Source records:
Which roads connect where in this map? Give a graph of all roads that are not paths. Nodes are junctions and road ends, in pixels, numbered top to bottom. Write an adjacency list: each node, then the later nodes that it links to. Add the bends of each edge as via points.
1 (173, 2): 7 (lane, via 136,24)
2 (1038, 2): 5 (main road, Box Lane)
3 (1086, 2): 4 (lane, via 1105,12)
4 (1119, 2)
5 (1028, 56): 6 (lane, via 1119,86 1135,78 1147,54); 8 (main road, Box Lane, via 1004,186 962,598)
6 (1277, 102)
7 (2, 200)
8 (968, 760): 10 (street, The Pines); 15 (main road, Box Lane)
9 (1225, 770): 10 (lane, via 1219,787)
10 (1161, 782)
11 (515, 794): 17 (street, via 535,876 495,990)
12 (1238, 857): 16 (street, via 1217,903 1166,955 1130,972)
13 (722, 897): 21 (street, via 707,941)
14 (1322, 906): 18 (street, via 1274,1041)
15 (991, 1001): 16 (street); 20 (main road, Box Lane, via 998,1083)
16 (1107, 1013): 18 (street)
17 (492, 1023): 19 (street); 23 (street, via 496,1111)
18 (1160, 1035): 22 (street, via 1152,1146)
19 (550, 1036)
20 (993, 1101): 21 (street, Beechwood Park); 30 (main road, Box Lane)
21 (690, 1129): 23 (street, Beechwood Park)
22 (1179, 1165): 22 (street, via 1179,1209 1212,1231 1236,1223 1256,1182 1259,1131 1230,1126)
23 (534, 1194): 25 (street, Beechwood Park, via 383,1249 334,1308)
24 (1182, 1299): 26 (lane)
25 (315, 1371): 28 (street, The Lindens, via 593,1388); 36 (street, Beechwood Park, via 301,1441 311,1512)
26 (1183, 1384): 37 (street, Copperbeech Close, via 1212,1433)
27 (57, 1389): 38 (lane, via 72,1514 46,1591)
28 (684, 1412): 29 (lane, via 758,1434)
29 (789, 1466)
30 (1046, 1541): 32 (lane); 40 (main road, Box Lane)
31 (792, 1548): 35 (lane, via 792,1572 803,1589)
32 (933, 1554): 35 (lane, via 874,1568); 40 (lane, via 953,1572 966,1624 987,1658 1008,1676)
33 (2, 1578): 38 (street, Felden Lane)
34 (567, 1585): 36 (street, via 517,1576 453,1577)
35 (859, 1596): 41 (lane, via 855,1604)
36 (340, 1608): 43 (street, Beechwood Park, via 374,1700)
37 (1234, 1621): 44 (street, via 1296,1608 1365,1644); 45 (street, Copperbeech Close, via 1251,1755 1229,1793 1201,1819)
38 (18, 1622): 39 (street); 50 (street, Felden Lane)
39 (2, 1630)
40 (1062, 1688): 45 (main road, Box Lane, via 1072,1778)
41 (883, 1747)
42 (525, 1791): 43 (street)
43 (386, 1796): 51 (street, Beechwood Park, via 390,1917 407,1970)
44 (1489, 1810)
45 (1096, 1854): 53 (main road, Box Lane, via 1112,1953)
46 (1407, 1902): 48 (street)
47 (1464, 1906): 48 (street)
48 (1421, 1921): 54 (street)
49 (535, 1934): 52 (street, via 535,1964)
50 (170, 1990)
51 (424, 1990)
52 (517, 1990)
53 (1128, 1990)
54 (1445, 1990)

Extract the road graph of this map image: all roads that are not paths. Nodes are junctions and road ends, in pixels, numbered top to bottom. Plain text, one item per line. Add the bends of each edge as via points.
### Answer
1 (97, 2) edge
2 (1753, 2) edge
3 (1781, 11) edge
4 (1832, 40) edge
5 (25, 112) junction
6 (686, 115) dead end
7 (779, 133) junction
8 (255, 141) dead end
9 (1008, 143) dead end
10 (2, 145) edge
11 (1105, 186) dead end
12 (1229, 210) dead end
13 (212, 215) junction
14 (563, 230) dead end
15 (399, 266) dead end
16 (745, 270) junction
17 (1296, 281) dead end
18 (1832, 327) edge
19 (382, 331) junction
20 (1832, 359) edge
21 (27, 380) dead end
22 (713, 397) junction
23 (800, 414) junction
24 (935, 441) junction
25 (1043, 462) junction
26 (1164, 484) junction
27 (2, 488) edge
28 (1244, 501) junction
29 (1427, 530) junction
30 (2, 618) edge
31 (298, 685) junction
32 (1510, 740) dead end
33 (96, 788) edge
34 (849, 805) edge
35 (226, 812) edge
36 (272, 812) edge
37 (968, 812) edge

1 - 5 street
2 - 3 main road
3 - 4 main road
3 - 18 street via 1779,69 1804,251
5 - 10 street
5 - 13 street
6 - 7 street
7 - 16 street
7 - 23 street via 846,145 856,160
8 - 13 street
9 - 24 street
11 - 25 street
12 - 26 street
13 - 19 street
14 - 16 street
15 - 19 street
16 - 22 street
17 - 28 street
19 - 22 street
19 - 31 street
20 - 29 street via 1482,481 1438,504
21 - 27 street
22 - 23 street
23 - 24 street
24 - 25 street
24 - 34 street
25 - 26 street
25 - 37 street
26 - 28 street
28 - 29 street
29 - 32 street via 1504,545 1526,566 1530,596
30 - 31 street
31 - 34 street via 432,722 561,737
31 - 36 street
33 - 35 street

Task prompt:
Read the listing line by line, and copy each line in which the word "this" is found.

Your response:
Which roads connect where in this map? Give a graph of all roads that are not paths. Nodes are junctions and road ends, in pixels, numbered top to bottom. Write an adjacency list: each node, then the later nodes that it links to. Add the bends of each edge as via points.
Extract the road graph of this map image: all roads that are not paths. Nodes are junctions and road ends, in pixels, numbered top to bottom. Plain text, one item per line. Add the bends of each edge as via points.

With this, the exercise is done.